The Danish type of familial amyloidosis with cranial neuropathy and corneal lattice dystrophy was described in 1979 by Boysen et al in five siblings of a family who had lived in Denmark for several generations.15 No genealogical connections to Finland could be shown for the family. The clinical features of the disease are very similar to those described by Meretoja in the Finnish families with hereditary amyloidosis, FAF.1 In contrast to FAF, where the gelsolin mutation has been identified as 654G-A,4–6 a 654G-T mutation causes the Danish subtype of FAF.10 This mutation predicts a tyrosine for aspartic acid substitution at position 187 in secreted gelsolin.
The results of this study show that the biological consequences of the 654G-T mutation in gelsolin are very similar to those of the 654G-A mutation. Immunoblotting of plasma gelsolin in heterozygous Danish subtype FAF reveals a fragmentation pattern similar to that found in FAF (Asn-187)22,23: in addition to normal sized gelsolin, a series of lower Mr C-terminal fragments is found. Thus the substitution of aspartic acid at position 187 in gelsolin with either asparagine or tyrosine is associated with abnormal degradation. The most likely explanation for the abnormal fragmentation, and the generation of the disease specific 65 kDa fragment,22,23 is that residue 187 represents a critical site where a substitution of an amino acid with a charged side chain (Asp) with one with an uncharged (Asn) or hydrophobic (Tyr) side chain induces a novel proteolysis site at 172–173 by the mechanism of local unfolding.24,25 This conclusion is also substantiated by cell culture studies that show that transfection of COS-1 cells26 with cDNA of Asp 187Asn/Tyr gelsolin is followed by the secretion in the medium of an abnormal fragment of about 68 kDa size representing a C-terminal fragment of gelsolin, starting with Ala 173.

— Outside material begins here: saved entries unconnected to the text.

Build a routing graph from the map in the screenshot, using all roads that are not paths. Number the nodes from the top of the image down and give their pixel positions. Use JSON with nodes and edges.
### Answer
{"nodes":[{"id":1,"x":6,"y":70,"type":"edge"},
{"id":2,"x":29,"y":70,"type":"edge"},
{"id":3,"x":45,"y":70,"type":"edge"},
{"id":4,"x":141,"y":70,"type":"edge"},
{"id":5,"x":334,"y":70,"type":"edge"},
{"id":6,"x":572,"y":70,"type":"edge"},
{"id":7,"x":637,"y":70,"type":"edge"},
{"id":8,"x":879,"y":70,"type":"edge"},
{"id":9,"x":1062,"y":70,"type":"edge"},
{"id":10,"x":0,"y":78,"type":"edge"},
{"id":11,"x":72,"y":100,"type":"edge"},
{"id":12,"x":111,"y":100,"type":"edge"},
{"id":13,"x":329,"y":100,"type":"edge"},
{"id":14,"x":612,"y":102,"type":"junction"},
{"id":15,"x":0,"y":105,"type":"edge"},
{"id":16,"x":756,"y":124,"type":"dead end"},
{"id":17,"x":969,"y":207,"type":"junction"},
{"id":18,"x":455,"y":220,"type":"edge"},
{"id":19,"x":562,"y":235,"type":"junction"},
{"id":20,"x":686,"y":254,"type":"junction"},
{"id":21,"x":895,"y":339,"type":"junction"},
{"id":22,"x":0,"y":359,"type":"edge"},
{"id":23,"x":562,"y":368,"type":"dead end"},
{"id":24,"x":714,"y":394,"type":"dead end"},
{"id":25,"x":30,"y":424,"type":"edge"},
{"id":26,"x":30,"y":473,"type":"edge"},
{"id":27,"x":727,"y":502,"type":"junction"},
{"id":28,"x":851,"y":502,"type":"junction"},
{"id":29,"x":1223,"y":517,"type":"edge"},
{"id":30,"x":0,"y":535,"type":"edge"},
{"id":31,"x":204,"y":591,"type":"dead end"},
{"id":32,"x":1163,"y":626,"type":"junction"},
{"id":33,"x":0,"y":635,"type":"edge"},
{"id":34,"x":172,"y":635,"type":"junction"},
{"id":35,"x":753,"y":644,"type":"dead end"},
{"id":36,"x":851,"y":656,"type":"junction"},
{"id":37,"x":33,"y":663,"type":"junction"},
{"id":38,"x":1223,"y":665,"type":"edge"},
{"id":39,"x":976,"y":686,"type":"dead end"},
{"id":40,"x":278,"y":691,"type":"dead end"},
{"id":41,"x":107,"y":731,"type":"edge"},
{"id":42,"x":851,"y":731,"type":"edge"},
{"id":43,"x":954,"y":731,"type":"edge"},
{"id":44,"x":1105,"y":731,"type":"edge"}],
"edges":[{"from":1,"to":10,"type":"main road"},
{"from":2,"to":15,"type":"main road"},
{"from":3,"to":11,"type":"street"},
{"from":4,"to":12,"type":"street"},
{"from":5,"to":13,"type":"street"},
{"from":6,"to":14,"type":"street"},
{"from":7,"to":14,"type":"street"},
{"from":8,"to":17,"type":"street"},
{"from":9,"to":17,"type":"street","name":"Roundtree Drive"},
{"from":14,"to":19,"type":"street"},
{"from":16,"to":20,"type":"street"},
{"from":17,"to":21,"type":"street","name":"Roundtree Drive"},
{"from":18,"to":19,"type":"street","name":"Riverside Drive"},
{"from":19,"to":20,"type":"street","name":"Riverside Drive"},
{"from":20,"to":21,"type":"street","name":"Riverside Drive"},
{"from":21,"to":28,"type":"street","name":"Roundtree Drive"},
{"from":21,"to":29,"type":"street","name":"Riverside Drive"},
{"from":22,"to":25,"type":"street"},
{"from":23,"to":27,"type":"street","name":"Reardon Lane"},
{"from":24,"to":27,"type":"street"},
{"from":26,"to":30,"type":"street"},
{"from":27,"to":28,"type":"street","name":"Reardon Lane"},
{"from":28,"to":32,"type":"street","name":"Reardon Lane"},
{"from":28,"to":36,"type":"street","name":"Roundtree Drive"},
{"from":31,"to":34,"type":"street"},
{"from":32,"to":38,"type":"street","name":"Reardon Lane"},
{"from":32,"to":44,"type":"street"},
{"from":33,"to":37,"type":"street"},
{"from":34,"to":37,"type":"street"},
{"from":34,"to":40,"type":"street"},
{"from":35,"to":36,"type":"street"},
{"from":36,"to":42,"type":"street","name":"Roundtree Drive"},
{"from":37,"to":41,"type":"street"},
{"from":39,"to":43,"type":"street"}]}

The experimental data also suggest that the gelsolin fragments containing the mutation site are highly fibrillogenic and rapidly polymerise into insoluble amyloid fibrils. Compared with the corresponding wild-type gelsolin peptide, mutant Tyr-187 peptide was very fibrillogenic as revealed by quantitative thioflavine-T based fluorimetry. Moreover, electron microscopy showed that the fibrils created by the mutant Tyr-187 peptide were amyloid-like. Thus the 654G-T mutation appears to have a dual effect on amyloidogenesis: it is associated with the generation of a novel proteolysis site in gelsolin (172–173) resulting in the release of abnormal fragments that polymerise to amyloid fibrils during further proteolysis owing to the mutation induced, highly fibrillogenic amino acid sequence.
As shown previously for FAF(Asn-187), the circulating ∼65 kDa gelsolin fragment, containing the amyloid sequence and derived from mutant gelsolin only, is FAF specific and can be used for diagnostic purposes.22,23 The same test can be used for diagnosing the Danish subtype of FAF as the same sized fragment is generated in this disease. The disease specific fragment can be detected by the MoAb-2C4 antibody which recognises the non-amyloid region of the molecule (fig 1), or more specifically, by the amyloid directed PoAb 231–242 antibody (fig 1), as shown here.
In conclusion, the data presented here support the view that the 654G-T mutation in the gelsolin gene gives rise to an amyloid disease clinically and pathogenetically similar to that caused by the 654G-A mutation.
The study was supported by the Swedish Cultural Foundation and the Finska Läkaresällskapet, Finland.